====== Material for the task ======

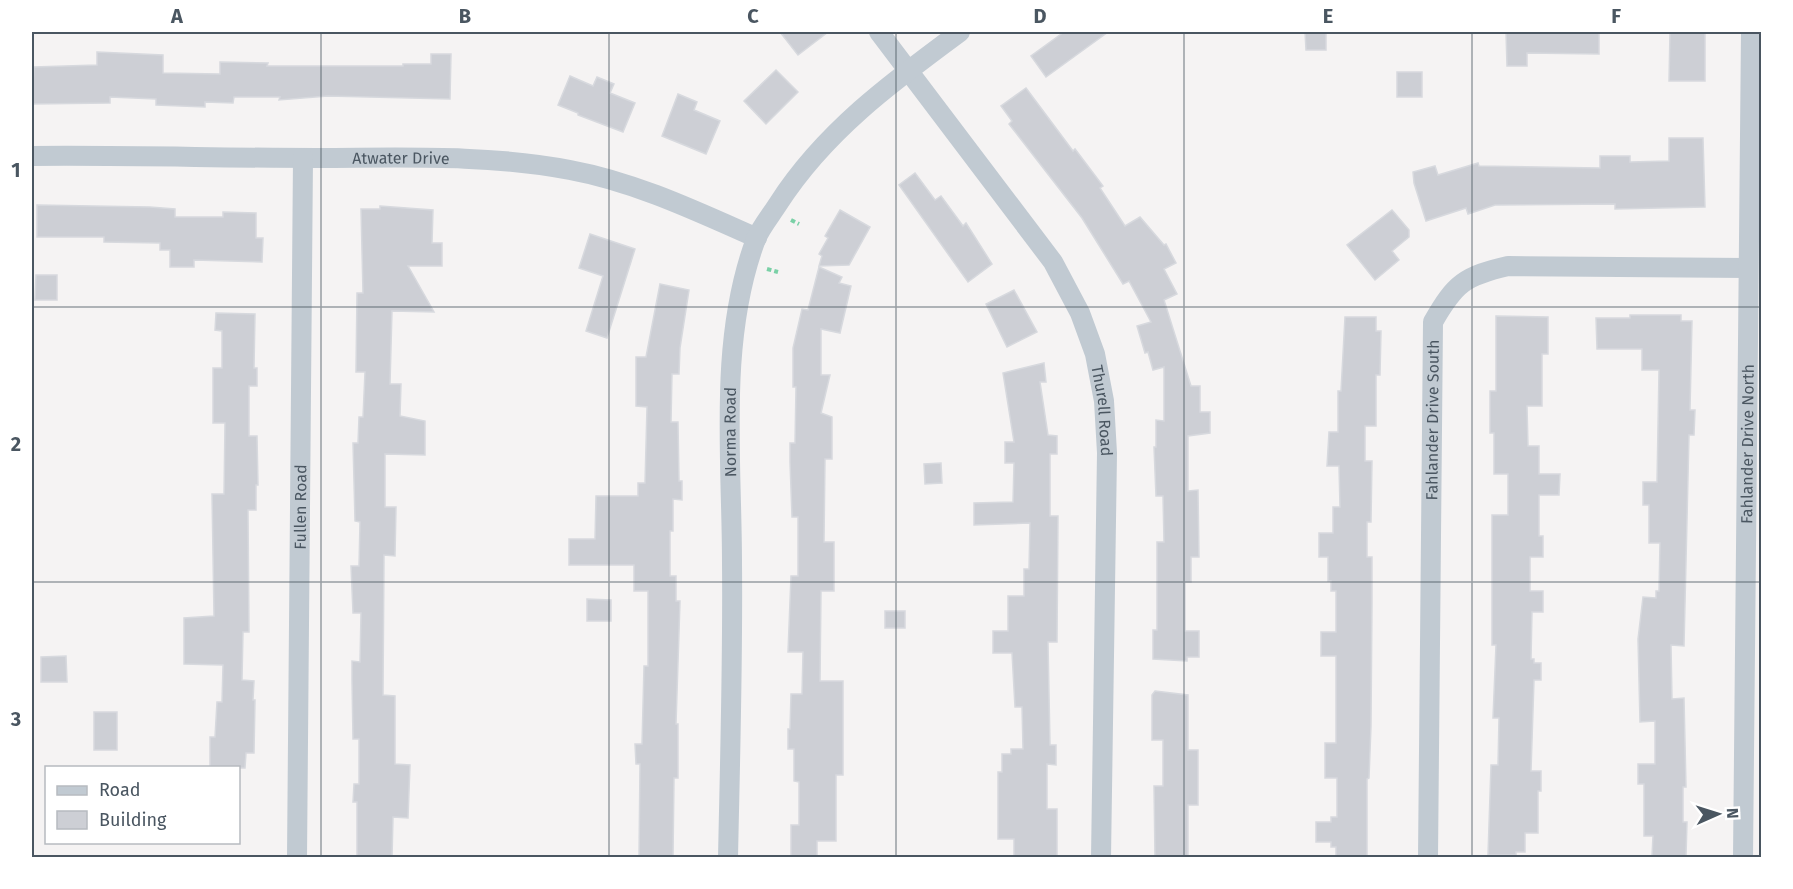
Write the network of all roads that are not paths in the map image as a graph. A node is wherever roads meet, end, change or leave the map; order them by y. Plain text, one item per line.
1 (879, 32) edge
2 (960, 32) edge
3 (1751, 32) edge
4 (909, 69) junction
5 (32, 156) edge
6 (303, 158) junction
7 (757, 238) junction
8 (1747, 268) junction
9 (297, 858) edge
10 (728, 858) edge
11 (1101, 858) edge
12 (1428, 858) edge
13 (1743, 858) edge

1 - 4 street, Thurell Road
2 - 4 street, Norma Road
3 - 8 street, Fahlander Drive North
4 - 7 street, Norma Road
4 - 11 street, Thurell Road
5 - 6 street, Atwater Drive
6 - 7 street, Atwater Drive
6 - 9 street, Fullen Road
7 - 10 street, Norma Road
8 - 12 street, Fahlander Drive South
8 - 13 street, Fahlander Drive North

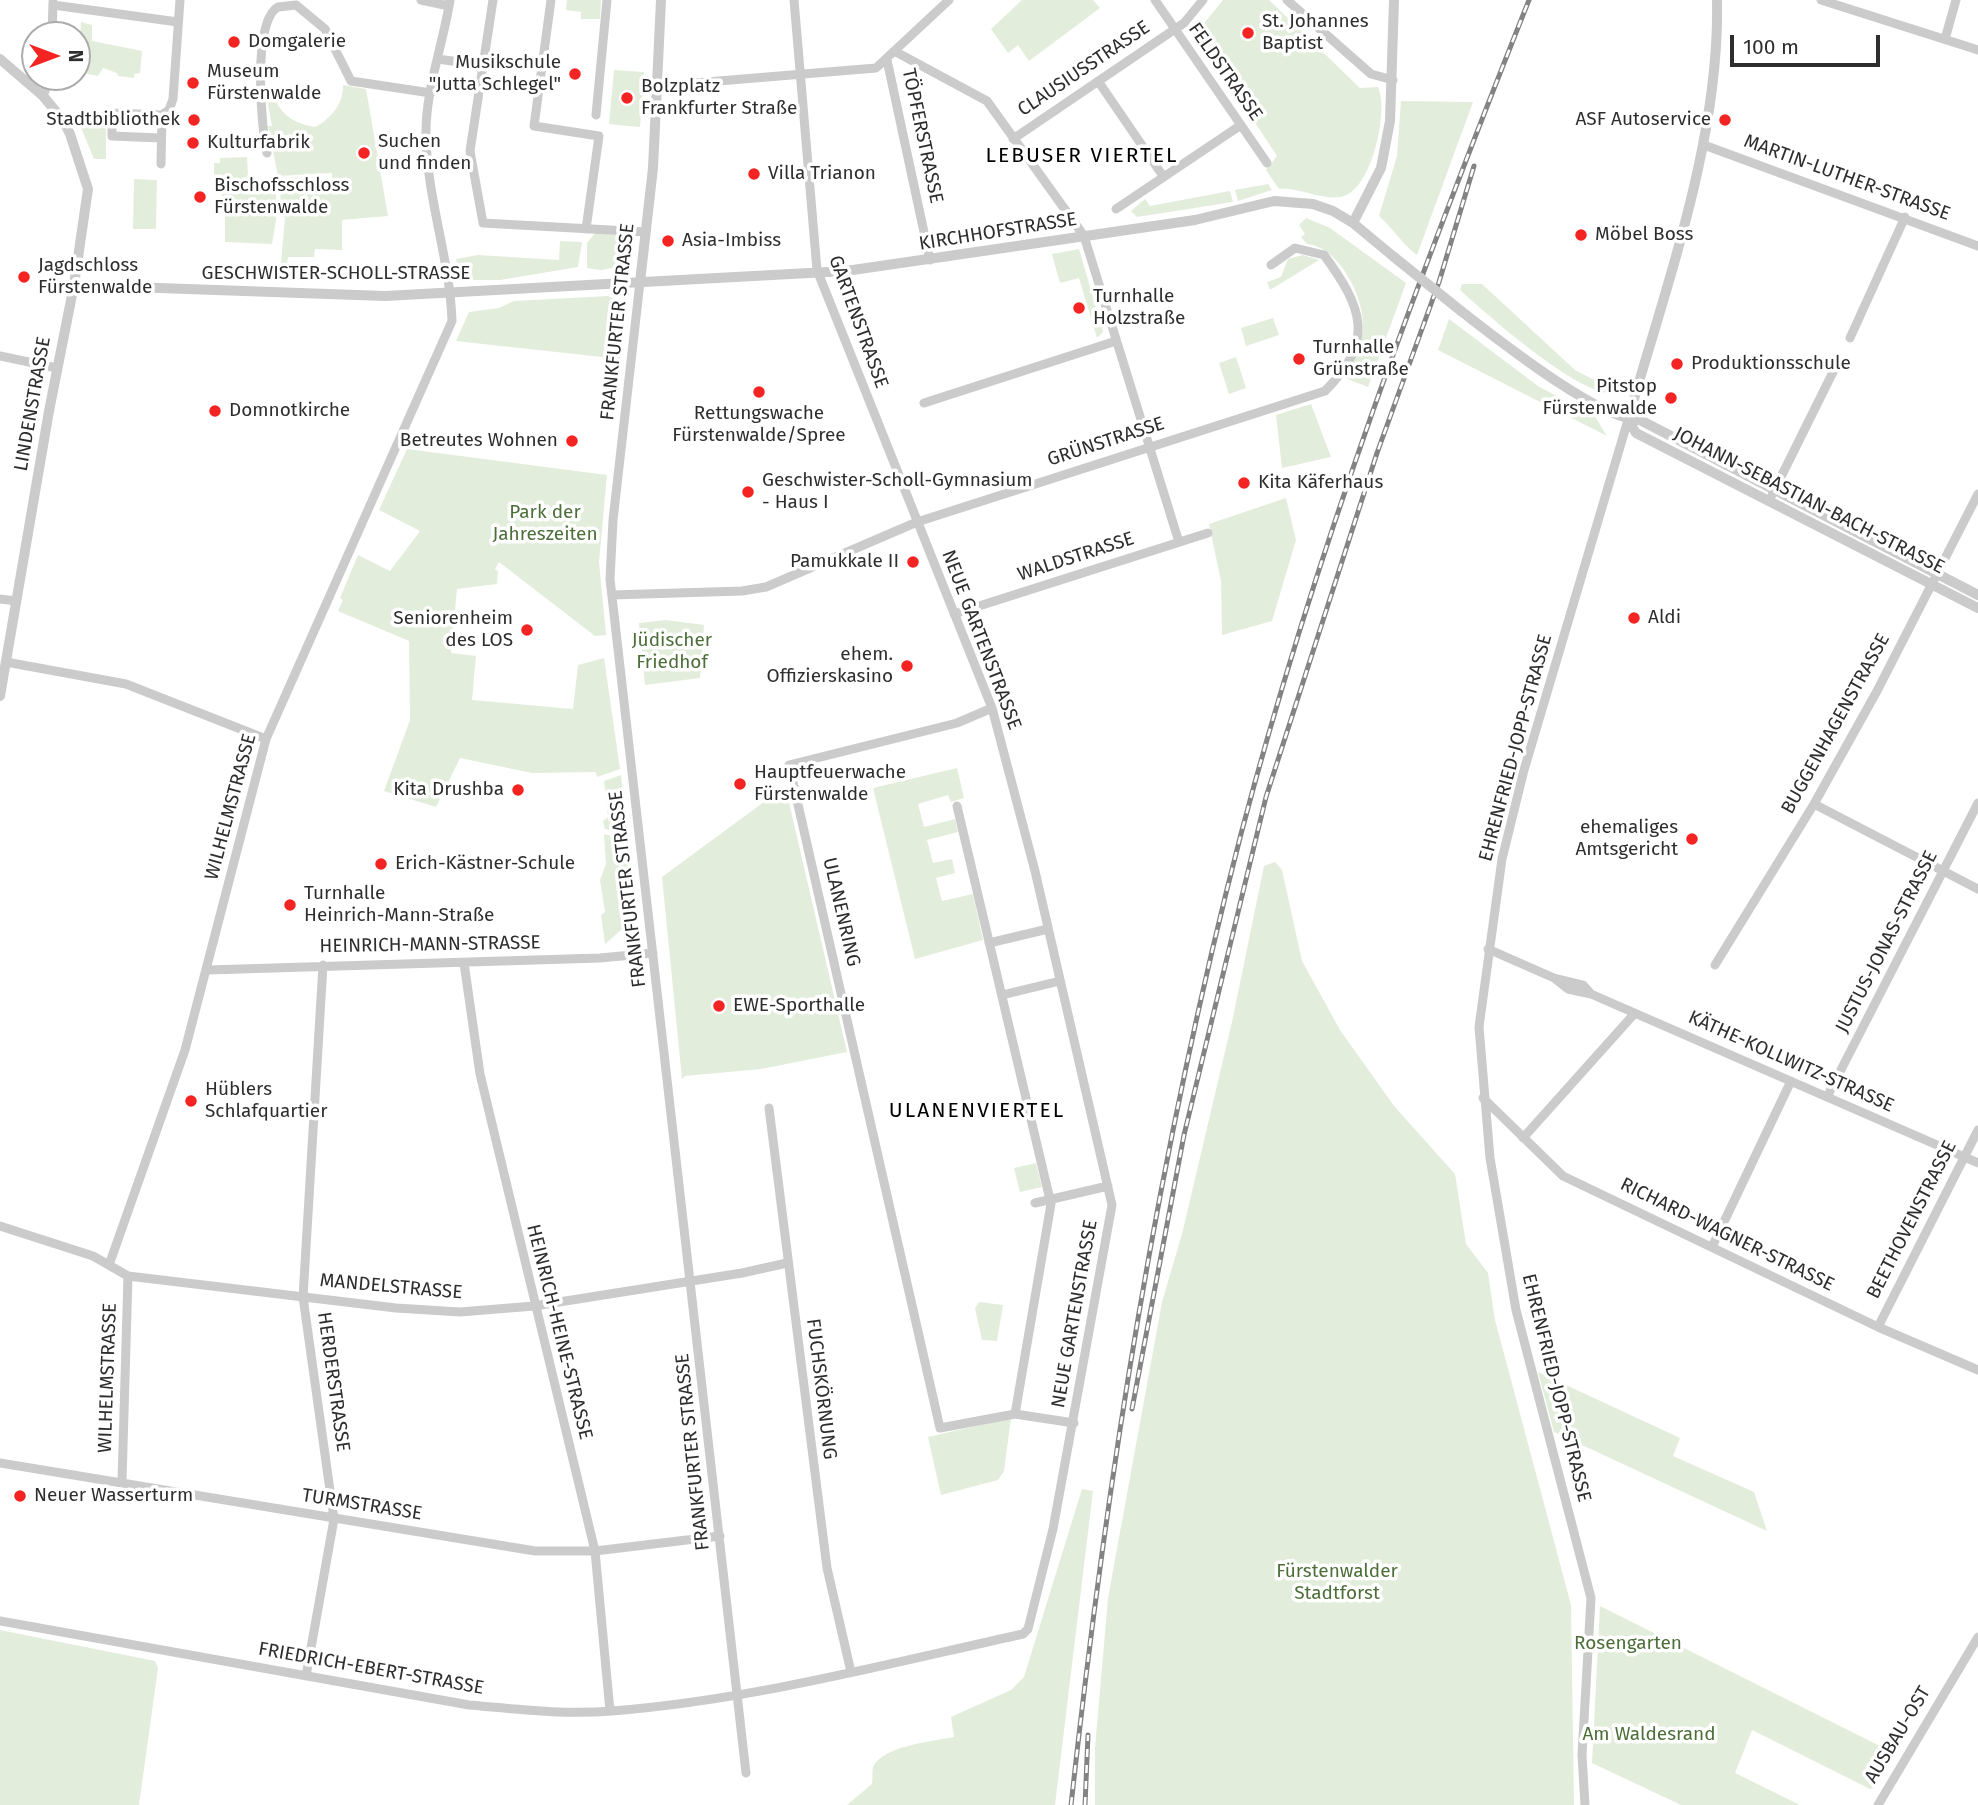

======

## Problem
Please repeat the records above exactly, leaving every picture out.

## Written response
Write the network of all roads that are not paths in the map image as a graph. A node is wherever roads meet, end, change or leave the map; order them by y. Plain text, one item per line.
1 (879, 32) edge
2 (960, 32) edge
3 (1751, 32) edge
4 (909, 69) junction
5 (32, 156) edge
6 (303, 158) junction
7 (757, 238) junction
8 (1747, 268) junction
9 (297, 858) edge
10 (728, 858) edge
11 (1101, 858) edge
12 (1428, 858) edge
13 (1743, 858) edge

1 - 4 street, Thurell Road
2 - 4 street, Norma Road
3 - 8 street, Fahlander Drive North
4 - 7 street, Norma Road
4 - 11 street, Thurell Road
5 - 6 street, Atwater Drive
6 - 7 street, Atwater Drive
6 - 9 street, Fullen Road
7 - 10 street, Norma Road
8 - 12 street, Fahlander Drive South
8 - 13 street, Fahlander Drive North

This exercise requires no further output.